Saturday, January 18, 2014

Edit, Edit, and Edit Again.

I wrote an earlier post about a lady I met, who was featured in a collection of stories about local women.  She had briefly read the work which she was asked to edit about herself, and confesses that she didn't.  She would have changed quite a few things, she said, and at the time, just couldn't do it, so it went to press with the story not quite to her liking.

The book was known to me - I recall some local publicity about its launch last year, but that was all I knew about it, so after my meeting with the lady concerned, I ordered the book from the Library and collected it on Thursday.

It was indeed a wonderful collection of stories of local women, but there were many errors.  Some were in the formatting, some clearly were spelling or typos.  One story told of the subject's early life in "Wynum" - this is an (almost) unforgiveable error as it is a suburb not 50 kms from the town which was the focus of the story - and the correct spelling is "Wynnum" - two 'n's.

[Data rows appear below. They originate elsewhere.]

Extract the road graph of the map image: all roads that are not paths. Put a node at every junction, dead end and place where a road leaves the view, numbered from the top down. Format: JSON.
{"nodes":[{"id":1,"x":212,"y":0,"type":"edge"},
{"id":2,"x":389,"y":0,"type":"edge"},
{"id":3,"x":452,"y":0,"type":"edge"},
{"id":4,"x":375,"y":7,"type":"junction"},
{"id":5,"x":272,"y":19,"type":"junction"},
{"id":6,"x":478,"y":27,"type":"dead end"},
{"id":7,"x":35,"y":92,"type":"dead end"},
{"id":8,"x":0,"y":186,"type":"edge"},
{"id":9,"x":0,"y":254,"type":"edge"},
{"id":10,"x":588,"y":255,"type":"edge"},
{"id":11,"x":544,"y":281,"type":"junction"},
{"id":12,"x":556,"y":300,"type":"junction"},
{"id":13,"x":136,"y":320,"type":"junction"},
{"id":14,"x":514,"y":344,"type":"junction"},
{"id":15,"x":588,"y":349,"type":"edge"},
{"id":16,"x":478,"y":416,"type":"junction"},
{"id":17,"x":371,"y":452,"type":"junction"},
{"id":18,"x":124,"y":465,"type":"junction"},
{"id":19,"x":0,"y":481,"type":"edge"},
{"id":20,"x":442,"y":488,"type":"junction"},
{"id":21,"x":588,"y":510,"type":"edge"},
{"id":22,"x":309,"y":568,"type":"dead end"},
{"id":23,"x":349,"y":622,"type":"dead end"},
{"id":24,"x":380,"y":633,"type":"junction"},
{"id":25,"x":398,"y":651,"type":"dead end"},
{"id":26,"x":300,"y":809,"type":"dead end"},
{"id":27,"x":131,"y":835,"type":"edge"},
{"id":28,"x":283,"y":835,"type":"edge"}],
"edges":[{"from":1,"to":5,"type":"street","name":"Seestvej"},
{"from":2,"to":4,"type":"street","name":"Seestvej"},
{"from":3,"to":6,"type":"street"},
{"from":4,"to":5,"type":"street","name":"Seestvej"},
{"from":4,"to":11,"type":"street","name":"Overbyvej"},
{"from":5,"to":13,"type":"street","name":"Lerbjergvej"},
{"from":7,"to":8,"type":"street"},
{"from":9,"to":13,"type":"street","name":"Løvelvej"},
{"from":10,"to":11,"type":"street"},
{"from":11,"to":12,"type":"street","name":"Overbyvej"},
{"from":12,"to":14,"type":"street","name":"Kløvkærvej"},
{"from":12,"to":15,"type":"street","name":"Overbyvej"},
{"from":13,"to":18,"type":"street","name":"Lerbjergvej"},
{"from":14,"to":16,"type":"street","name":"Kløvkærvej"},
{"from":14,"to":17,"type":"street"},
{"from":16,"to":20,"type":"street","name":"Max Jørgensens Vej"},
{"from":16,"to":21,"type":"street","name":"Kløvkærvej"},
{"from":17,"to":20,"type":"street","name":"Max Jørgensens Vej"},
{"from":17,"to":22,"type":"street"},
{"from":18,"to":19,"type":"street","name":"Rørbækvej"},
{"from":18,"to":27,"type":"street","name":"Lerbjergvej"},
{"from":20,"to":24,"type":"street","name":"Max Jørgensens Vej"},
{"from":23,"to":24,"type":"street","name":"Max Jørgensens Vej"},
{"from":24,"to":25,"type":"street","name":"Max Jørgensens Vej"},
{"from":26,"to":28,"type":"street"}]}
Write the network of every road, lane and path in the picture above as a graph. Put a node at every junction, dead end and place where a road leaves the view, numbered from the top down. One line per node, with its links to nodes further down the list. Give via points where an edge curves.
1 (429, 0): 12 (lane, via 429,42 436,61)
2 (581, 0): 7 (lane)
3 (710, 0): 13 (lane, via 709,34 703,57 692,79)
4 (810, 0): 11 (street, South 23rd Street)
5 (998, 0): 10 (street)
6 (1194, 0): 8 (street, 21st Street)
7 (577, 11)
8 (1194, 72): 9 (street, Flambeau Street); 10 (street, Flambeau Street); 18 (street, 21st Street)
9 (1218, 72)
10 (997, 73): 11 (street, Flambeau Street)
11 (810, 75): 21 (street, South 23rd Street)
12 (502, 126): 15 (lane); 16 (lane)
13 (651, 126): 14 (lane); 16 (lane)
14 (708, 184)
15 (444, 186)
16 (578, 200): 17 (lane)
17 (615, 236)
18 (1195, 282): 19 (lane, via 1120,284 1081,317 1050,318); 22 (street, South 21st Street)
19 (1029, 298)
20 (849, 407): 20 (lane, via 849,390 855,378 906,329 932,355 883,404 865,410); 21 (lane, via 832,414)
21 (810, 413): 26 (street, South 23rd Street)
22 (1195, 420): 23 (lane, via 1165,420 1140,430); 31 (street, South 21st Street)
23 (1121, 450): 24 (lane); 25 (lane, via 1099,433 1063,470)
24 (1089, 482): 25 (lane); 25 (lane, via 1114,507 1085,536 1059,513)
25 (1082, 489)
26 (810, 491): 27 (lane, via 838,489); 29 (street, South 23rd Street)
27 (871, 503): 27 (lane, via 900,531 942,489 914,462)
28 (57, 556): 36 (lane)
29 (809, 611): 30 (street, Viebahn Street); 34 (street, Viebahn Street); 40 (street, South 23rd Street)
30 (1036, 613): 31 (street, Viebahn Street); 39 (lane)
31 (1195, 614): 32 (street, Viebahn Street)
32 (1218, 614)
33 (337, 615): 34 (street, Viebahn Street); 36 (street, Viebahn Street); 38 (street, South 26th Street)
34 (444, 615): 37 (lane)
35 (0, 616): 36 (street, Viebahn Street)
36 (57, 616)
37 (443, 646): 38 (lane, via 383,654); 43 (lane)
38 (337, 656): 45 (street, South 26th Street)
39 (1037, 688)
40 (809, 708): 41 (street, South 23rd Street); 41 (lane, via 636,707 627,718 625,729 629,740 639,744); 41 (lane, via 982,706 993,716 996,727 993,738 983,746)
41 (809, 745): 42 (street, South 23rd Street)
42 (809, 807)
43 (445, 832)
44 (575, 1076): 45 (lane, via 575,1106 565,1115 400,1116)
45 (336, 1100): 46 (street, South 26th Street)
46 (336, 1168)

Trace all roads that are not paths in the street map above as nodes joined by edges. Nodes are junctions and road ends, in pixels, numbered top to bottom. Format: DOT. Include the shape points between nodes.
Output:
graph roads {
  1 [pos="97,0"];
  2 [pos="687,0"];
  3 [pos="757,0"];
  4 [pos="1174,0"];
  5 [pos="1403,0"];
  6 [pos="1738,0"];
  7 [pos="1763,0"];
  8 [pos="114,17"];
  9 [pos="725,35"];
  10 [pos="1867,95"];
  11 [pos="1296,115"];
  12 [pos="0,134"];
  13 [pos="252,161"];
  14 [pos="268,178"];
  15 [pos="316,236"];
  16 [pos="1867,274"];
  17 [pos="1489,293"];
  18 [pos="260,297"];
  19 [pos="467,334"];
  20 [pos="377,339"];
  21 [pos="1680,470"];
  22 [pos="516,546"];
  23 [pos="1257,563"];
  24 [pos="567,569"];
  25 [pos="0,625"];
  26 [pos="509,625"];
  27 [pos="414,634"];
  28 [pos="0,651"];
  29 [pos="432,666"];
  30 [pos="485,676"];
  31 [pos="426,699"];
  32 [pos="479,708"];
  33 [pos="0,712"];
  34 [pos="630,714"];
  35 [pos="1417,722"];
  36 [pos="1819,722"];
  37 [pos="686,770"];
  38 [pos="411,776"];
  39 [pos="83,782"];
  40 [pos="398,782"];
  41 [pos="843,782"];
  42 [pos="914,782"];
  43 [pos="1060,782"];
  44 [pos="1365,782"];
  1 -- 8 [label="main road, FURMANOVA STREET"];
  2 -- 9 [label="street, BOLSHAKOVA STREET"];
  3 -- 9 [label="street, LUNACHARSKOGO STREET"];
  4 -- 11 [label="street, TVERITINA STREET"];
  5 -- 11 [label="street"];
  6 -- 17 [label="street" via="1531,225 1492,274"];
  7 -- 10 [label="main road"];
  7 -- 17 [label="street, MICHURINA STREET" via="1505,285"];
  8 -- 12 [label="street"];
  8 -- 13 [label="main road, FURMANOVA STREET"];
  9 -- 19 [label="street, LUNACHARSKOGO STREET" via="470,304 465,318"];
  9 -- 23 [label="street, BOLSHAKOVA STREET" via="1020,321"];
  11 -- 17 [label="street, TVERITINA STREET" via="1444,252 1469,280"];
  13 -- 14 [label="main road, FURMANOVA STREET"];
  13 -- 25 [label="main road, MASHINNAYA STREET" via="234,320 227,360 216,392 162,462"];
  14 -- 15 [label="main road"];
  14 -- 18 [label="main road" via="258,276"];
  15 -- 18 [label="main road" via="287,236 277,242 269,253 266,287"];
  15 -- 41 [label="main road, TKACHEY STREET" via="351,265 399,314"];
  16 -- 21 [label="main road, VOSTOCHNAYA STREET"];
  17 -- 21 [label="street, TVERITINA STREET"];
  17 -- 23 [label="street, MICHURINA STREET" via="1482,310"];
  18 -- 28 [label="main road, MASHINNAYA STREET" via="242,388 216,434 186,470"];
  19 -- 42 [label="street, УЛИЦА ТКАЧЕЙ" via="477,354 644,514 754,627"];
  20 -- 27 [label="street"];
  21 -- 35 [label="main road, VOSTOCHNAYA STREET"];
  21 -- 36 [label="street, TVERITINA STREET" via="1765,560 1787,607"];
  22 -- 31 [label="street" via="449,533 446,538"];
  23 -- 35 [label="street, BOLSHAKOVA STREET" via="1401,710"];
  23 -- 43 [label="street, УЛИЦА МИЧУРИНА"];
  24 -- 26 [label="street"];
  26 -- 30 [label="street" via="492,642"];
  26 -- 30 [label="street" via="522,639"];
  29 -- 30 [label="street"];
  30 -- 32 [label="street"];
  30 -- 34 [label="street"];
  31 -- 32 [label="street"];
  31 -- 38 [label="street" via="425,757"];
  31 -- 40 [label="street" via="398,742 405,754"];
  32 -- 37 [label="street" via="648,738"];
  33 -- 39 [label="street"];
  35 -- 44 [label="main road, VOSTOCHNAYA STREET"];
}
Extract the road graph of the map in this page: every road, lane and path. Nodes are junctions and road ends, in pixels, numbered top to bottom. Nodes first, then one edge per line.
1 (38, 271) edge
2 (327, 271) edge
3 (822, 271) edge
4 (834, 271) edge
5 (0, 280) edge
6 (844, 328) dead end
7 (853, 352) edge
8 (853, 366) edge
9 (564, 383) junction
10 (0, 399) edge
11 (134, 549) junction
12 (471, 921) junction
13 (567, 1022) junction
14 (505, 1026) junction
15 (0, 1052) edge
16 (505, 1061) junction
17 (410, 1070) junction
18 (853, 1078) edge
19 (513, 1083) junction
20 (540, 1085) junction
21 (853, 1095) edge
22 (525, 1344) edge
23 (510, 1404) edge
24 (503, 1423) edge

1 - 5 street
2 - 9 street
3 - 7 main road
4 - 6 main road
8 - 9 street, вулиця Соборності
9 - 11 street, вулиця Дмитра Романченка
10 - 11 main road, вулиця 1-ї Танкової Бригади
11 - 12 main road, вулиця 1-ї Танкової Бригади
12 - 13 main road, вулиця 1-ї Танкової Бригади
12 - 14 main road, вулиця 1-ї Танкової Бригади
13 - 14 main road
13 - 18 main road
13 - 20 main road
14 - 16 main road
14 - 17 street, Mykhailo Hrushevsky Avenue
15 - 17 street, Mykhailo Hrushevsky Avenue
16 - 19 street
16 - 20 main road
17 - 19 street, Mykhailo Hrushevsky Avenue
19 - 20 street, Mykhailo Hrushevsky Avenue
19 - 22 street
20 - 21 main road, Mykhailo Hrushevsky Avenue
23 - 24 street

The story of my new found friend was particularly interesting.  I can't know the detail of her life, but it was interesting reading, particularly as our paths had (almost) crossed some years ago.  She had been a student, and later a teacher at the same school my daughter attended for seven years, and where I was the editor of the school newsletter.  In the story it spoke of the headmistress of the time this lady was a student - a lady who was "famous" locally as the first headmistress of the school - which had opened in 1931.  When my daughter was there, in the 1990's, there had only been two headmistresses in all that time.  I digress - the point I was making is that the name of the first headmistress was spelled incorrectly in the book.

I had a strong urge as I read through the book of interesting stories to make marks on page where I found errors (ever the word police as my family call me)  - some were quite hilarious.

"Editing"  is always a big issue for writers.  One can do read their work  over and over again, correcting, and still miss errors.  It is difficult that a writer spends hours at their work, and generally gets very little money if any, but to get a quality editor costs a small fortune, which is why many writers take short cuts.

When I was studying at university we were encouraged to have "Critical Friends" - other people who were writers but with the talent to be able to "critique" one's work.  I now have several of these!

You can ask a friend, or a family member to read through your manuscript, but you need someone with expertise in writing, grammar, etc.  I have heard so many writers say that they asked their son, daughter, sister etc to "check" their work, and I am sure a few errors are identified, but one needs a qualified and quality editor and proofreader.

When you are ready to print - get just one printed at first so that you can examine the "finished" piece - in the book that I mentioned above there were quite a few formatting problems.  Sentences and paragraphs not sitting on the page correctly.

Another friend of mine announced at a writing group, that she had published her novel, so I bought it for my Kindle, and was aghast when I started to read it.  The errors were everywhere.  I phoned her and went to her home to help her.  Apparently she had done a Spellcheck with the Word document but it appears she did not SAVE it, so the original-full-of-errors-document was posted to Smashwords   We spent some time checking it. 

The Internet is providing much more help and one site that should be of help is Grammarly - but just doing a Google search should help with place names and even people's names.  I searched for the college that was mentioned in the story of my friend and found, of course, the correct spelling of the headmistress of the time.  Not too difficult to do.

(ps  I know I need good editing!!!!)

I am posting on another Blog here reminiscing about my round Australia drive in 2012-13. 

1 comment:

peter petterson said...

That's what I've been told - edit, edit and edit again. That is the problems with non-fiction. Always the possibility of errors.